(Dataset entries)

####

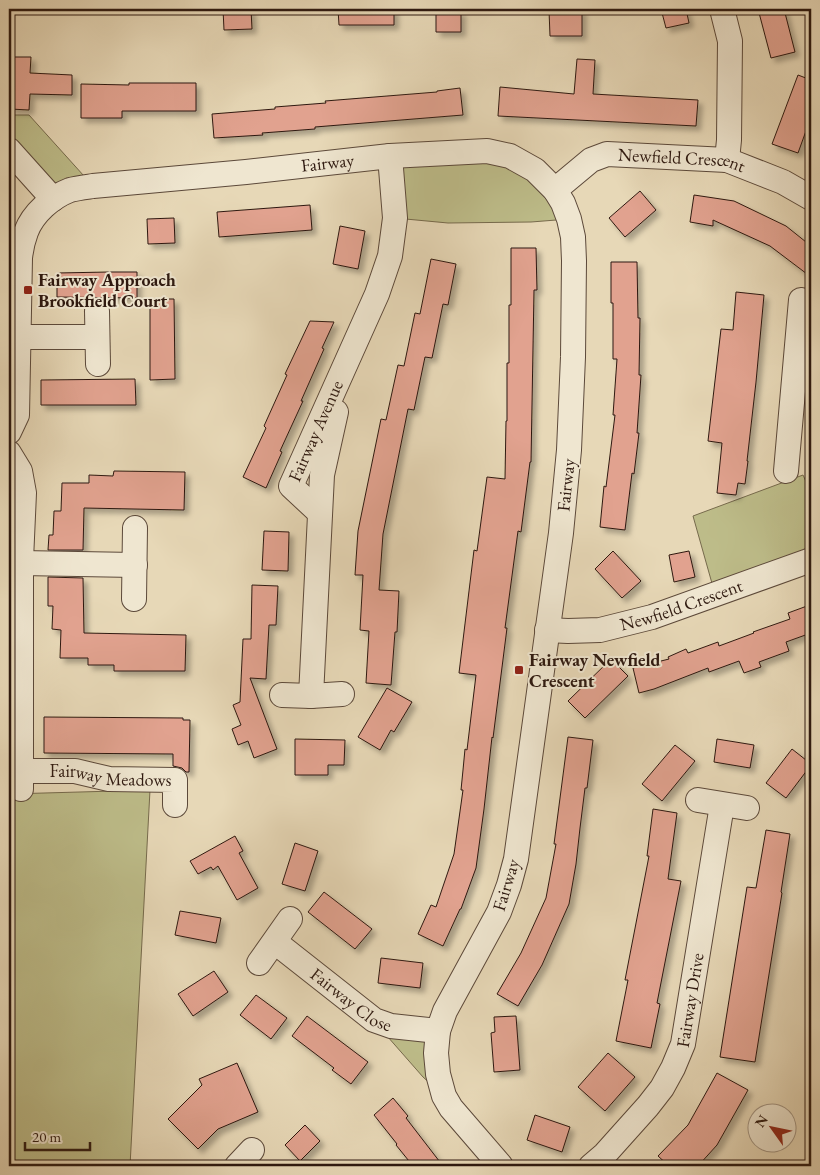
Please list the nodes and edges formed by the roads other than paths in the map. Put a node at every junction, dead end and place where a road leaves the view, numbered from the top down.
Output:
1 (722, 9) edge
2 (9, 150) edge
3 (390, 156) junction
4 (727, 160) junction
5 (555, 190) junction
6 (811, 198) edge
7 (52, 199) junction
8 (800, 300) dead end
9 (97, 311) dead end
10 (20, 337) junction
11 (97, 337) junction
12 (98, 364) dead end
13 (802, 401) edge
14 (9, 432) edge
15 (9, 453) edge
16 (786, 471) dead end
17 (136, 528) dead end
18 (811, 560) edge
19 (21, 563) junction
20 (135, 565) junction
21 (134, 599) dead end
22 (547, 630) junction
23 (342, 694) dead end
24 (282, 695) dead end
25 (311, 696) junction
26 (698, 800) dead end
27 (176, 805) dead end
28 (722, 805) junction
29 (747, 808) dead end
30 (290, 919) dead end
31 (275, 942) junction
32 (259, 963) dead end
33 (438, 1031) junction
34 (501, 1166) edge
35 (591, 1166) edge

1 - 4 street
2 - 7 street
3 - 5 street, Fairway
3 - 7 street, Fairway
3 - 25 street, Fairway Avenue
4 - 5 street, Newfield Crescent
4 - 6 street, Newfield Crescent
5 - 22 street, Fairway
7 - 10 street
8 - 13 street
9 - 11 street
10 - 11 street
10 - 14 street
11 - 12 street
13 - 16 street
15 - 19 street
17 - 20 street
18 - 22 street, Newfield Crescent
19 - 20 street
19 - 27 street, Fairway Meadows
20 - 21 street
22 - 33 street, Fairway
23 - 25 street
24 - 25 street
26 - 28 street
28 - 29 street
28 - 35 street, Fairway Drive
30 - 31 street
31 - 32 street
31 - 33 street, Fairway Close
33 - 34 street, Fairway

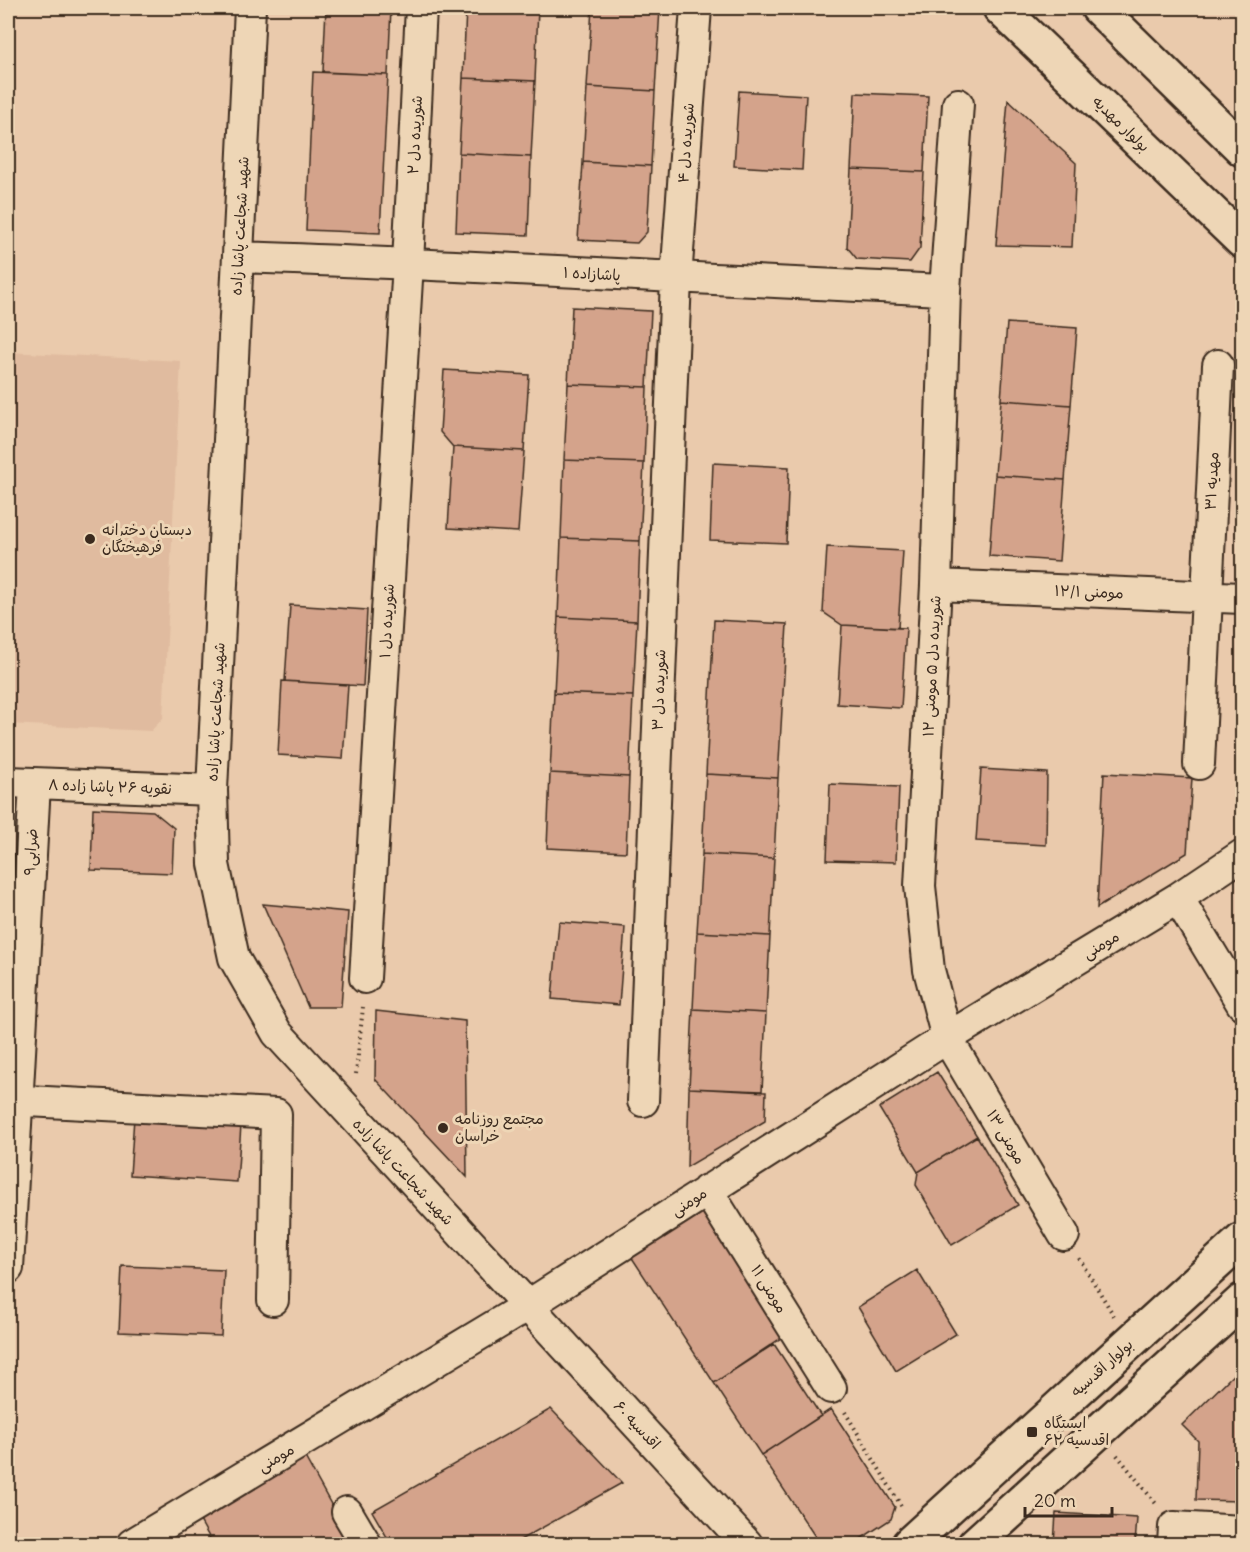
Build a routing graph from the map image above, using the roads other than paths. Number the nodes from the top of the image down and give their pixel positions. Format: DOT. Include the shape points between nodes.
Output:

####

• [Directions]:
Each line of the data above must be reproduced as written. Skip the pictures.

• [Answer box]:
Please list the nodes and edges formed by the roads other than paths in the map. Put a node at every junction, dead end and place where a road leaves the view, numbered from the top down.
Output:
1 (722, 9) edge
2 (9, 150) edge
3 (390, 156) junction
4 (727, 160) junction
5 (555, 190) junction
6 (811, 198) edge
7 (52, 199) junction
8 (800, 300) dead end
9 (97, 311) dead end
10 (20, 337) junction
11 (97, 337) junction
12 (98, 364) dead end
13 (802, 401) edge
14 (9, 432) edge
15 (9, 453) edge
16 (786, 471) dead end
17 (136, 528) dead end
18 (811, 560) edge
19 (21, 563) junction
20 (135, 565) junction
21 (134, 599) dead end
22 (547, 630) junction
23 (342, 694) dead end
24 (282, 695) dead end
25 (311, 696) junction
26 (698, 800) dead end
27 (176, 805) dead end
28 (722, 805) junction
29 (747, 808) dead end
30 (290, 919) dead end
31 (275, 942) junction
32 (259, 963) dead end
33 (438, 1031) junction
34 (501, 1166) edge
35 (591, 1166) edge

1 - 4 street
2 - 7 street
3 - 5 street, Fairway
3 - 7 street, Fairway
3 - 25 street, Fairway Avenue
4 - 5 street, Newfield Crescent
4 - 6 street, Newfield Crescent
5 - 22 street, Fairway
7 - 10 street
8 - 13 street
9 - 11 street
10 - 11 street
10 - 14 street
11 - 12 street
13 - 16 street
15 - 19 street
17 - 20 street
18 - 22 street, Newfield Crescent
19 - 20 street
19 - 27 street, Fairway Meadows
20 - 21 street
22 - 33 street, Fairway
23 - 25 street
24 - 25 street
26 - 28 street
28 - 29 street
28 - 35 street, Fairway Drive
30 - 31 street
31 - 32 street
31 - 33 street, Fairway Close
33 - 34 street, Fairway

Build a routing graph from the map image above, using the roads other than paths. Number the nodes from the top of the image down and give their pixel positions. Format: DOT. Include the shape points between nodes.
Output:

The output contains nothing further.